The theme of the seminar, “Employment Intensive Approach in the Construction Sector - A Catalyst for Achieving Prosperity for All,” is not only relevant to Uganda today but the entire developing world. “Prosperity for All” is a Uganda Government catch word used in reference to a programme that aims to increase household incomes as a strategy of reducing poverty levels in the country. Started in 2006, the programme envisions transforming Uganda from a pre - industrial economy to an industrial economy where each Ministry is tasked with incorporating this component in the work plans. Through a labour - intensive approach to construction works, the Ministry of Works and Transport (MoWT) hopes to implement this programme successfully.

A total of 331 local and international delegates from 27 countries attended the seminar and by the end of the event, a total of 12 educative papers by experts with hands-on experience from the field had been presented in the plenary sessions. Specialists on different aspects of labour-intensive contributions to infrastructural investments delivered the papers. After presentation of each paper, discussions were held to enable delegates to share experiences and challenges in their countries. Through these discussions, strengths and weaknesses were identified in the field presented and appropriate recommendations made.

The seminar provided the delegates with the opportunity to review the objectives set at the last seminar held in Durban in 2007, and to assess progress in implementation. Ministers from Angola, Botswana, Lesotho, Malawi, Mozambique, Namibia, South Africa, Swaziland, Tanzania, Zambia and Zimbabwe participated in the Regional Seminar, along with the Deputy Minister of Roads and Public Works from the Republic of South Africa, the previous seminar host country.
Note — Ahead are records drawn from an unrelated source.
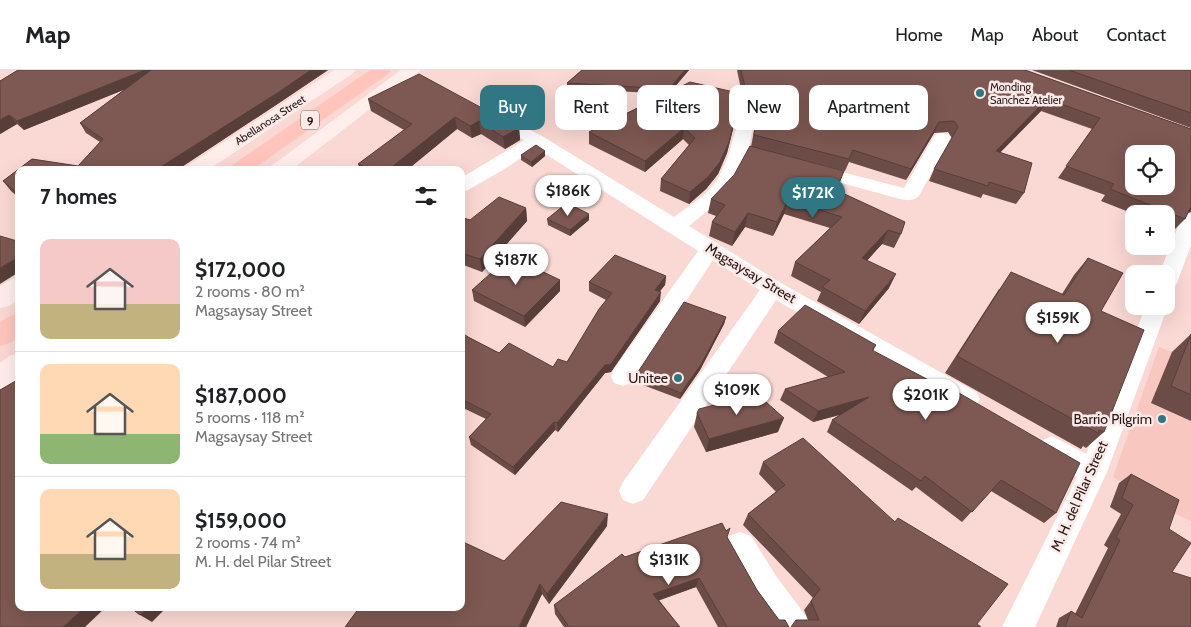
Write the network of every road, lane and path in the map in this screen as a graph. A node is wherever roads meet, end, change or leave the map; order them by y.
1 (346, 70) edge
2 (382, 70) edge
3 (417, 73) edge
4 (478, 107) edge
5 (744, 130) edge
6 (942, 138) dead end
7 (536, 140) junction
8 (739, 151) junction
9 (200, 166) edge
10 (244, 166) edge
11 (284, 166) edge
12 (465, 184) edge
13 (1191, 219) edge
14 (675, 227) junction
15 (710, 249) junction
16 (1173, 265) edge
17 (773, 288) junction
18 (15, 289) edge
19 (0, 299) edge
20 (1154, 315) edge
21 (15, 326) edge
22 (0, 336) edge
23 (15, 367) edge
24 (623, 376) dead end
25 (0, 378) edge
26 (980, 407) edge
27 (1032, 437) edge
28 (1093, 472) junction
29 (633, 491) dead end
30 (740, 546) dead end
31 (795, 627) edge
32 (1018, 627) edge

1 - 9 street, Abellanosa Street
2 - 10 highway, 9
3 - 11 street
4 - 7 street, Magsaysay Street
5 - 8 street
6 - 8 street
7 - 12 street
7 - 14 street, Magsaysay Street
8 - 14 street
13 - 16 street
14 - 15 street, Magsaysay Street
15 - 17 street, Magsaysay Street
15 - 24 street
17 - 26 street, Magsaysay Street
17 - 29 street
18 - 19 street
20 - 28 street, M. H. del Pilar Street
21 - 22 highway
23 - 25 street
27 - 28 street
28 - 32 street, M. H. del Pilar Street
30 - 31 street

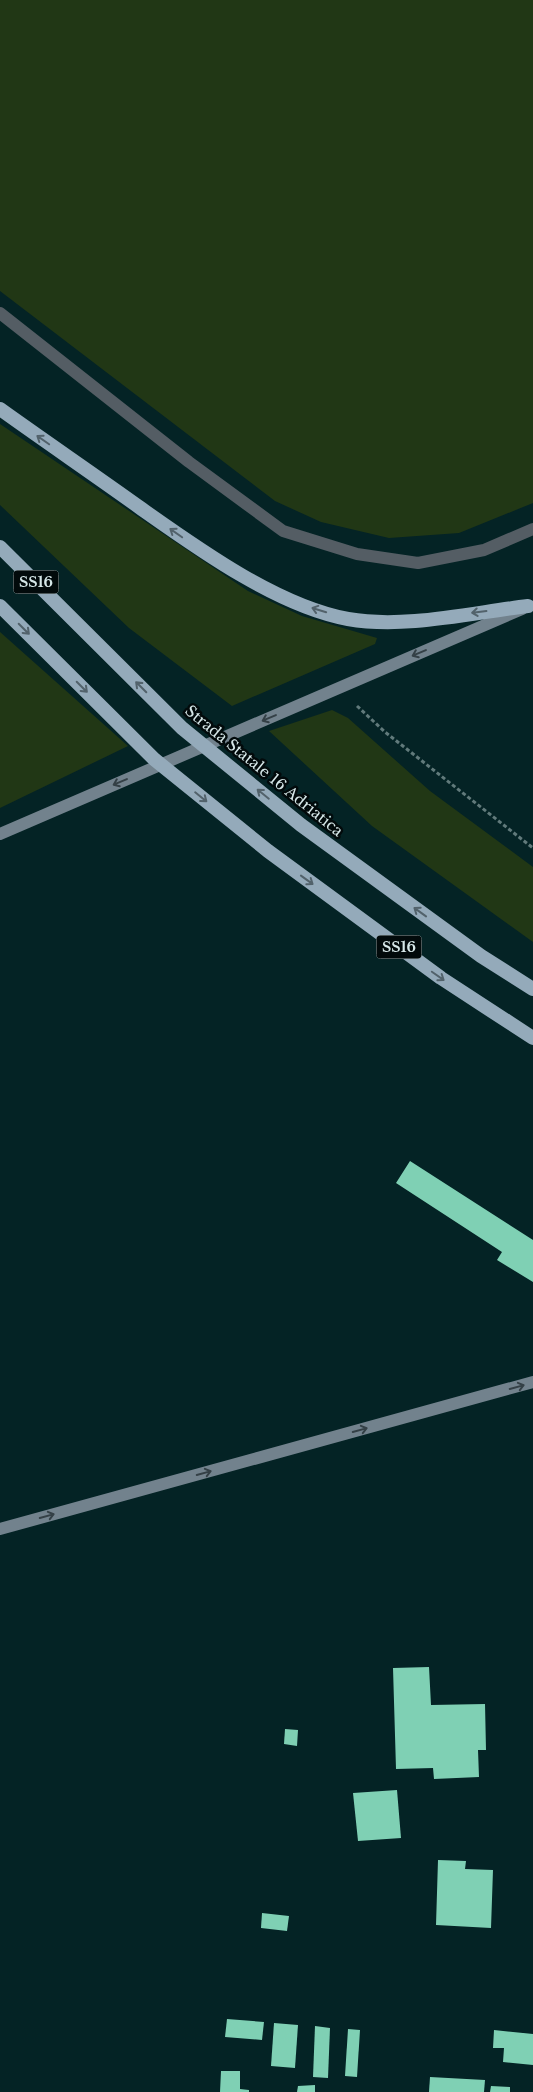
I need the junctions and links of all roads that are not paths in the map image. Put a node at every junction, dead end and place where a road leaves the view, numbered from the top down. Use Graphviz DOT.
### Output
graph roads {
  1 [pos="0,313"];
  2 [pos="0,409"];
  3 [pos="533,529"];
  4 [pos="0,547"];
  5 [pos="530,605"];
  6 [pos="0,606"];
  7 [pos="0,834"];
  8 [pos="533,988"];
  9 [pos="533,1038"];
  10 [pos="533,1382"];
  11 [pos="0,1529"];
  1 -- 3 [label="street"];
  5 -- 2 [label="highway, one-way"];
  8 -- 4 [label="highway, Strada Statale 16 Adriatica / SS16, one-way"];
  5 -- 7 [label="main road, one-way"];
  6 -- 9 [label="highway, SS16, one-way"];
  11 -- 10 [label="main road, one-way"];
}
A Labour-intensive approach is one of the strategies in the country’s plans to achieve its development goals. Uganda possesses a large pool of labour resource (albeit not skilled) which, if properly harnessed, could help the country achieve prosperity.
The key issue of the seminar was to consider employment creation and poverty alleviation in the context of labour-intensive technologies as a means to provide a structural and long-term intervention to address unemployment and underemployment in developing countries. The sessions provided labour-based practitioners with an opportunity to share their experiences and also provided a platform for delegates to exchange views on possible solutions for increasing the impact of investments and Government programmes on employment creation.

The seminar thus marked a shift of focus beyond mere promotion of labour-based technologies, to a focus on increasing the employment impact of public sector investments and programmes in particular. In addition to best practices, the manner in which political commitments were linked to concrete outcomes was also examined.

The Ministers Statement was read to the delegates on the second day of seminar and important to note is that the Ministers committed themselves to popularising the use of labour-based techniques in their respective countries. The Ministerial delegation toured a model farm (Katende-Harambe Agro-based Training Centre) in Namugongo, off Kampala-Jinja Road, which is on the outskirts of Kampala before they travelled to Mbale in Eastern Uganda for a field trip with other delegates.

Delegates toured two “Prosperity for All” agricultural projects, a labour-based model road which was under construction by MELTC and the Mt. Elgon Labour-Based Training Centre (LBT) in Mbale. (The training centre is under the Ministry of Works and Transport). This gave them an opportunity to appreciate the seminar theme by personally observing the works that had been undertaken by MoWT in terms of encouraging LBT practices.

At the end of the seminar, an evaluation was done by delegates through a questionnaire. The results showed that the general rating of the whole seminar, the delegates’ appreciation for the papers that were presented as well as the overall organisation of the seminar. The Kampala Statement was passed and adopted by the delegates. Ghana was elected to host the 14th ILO Regional Seminar.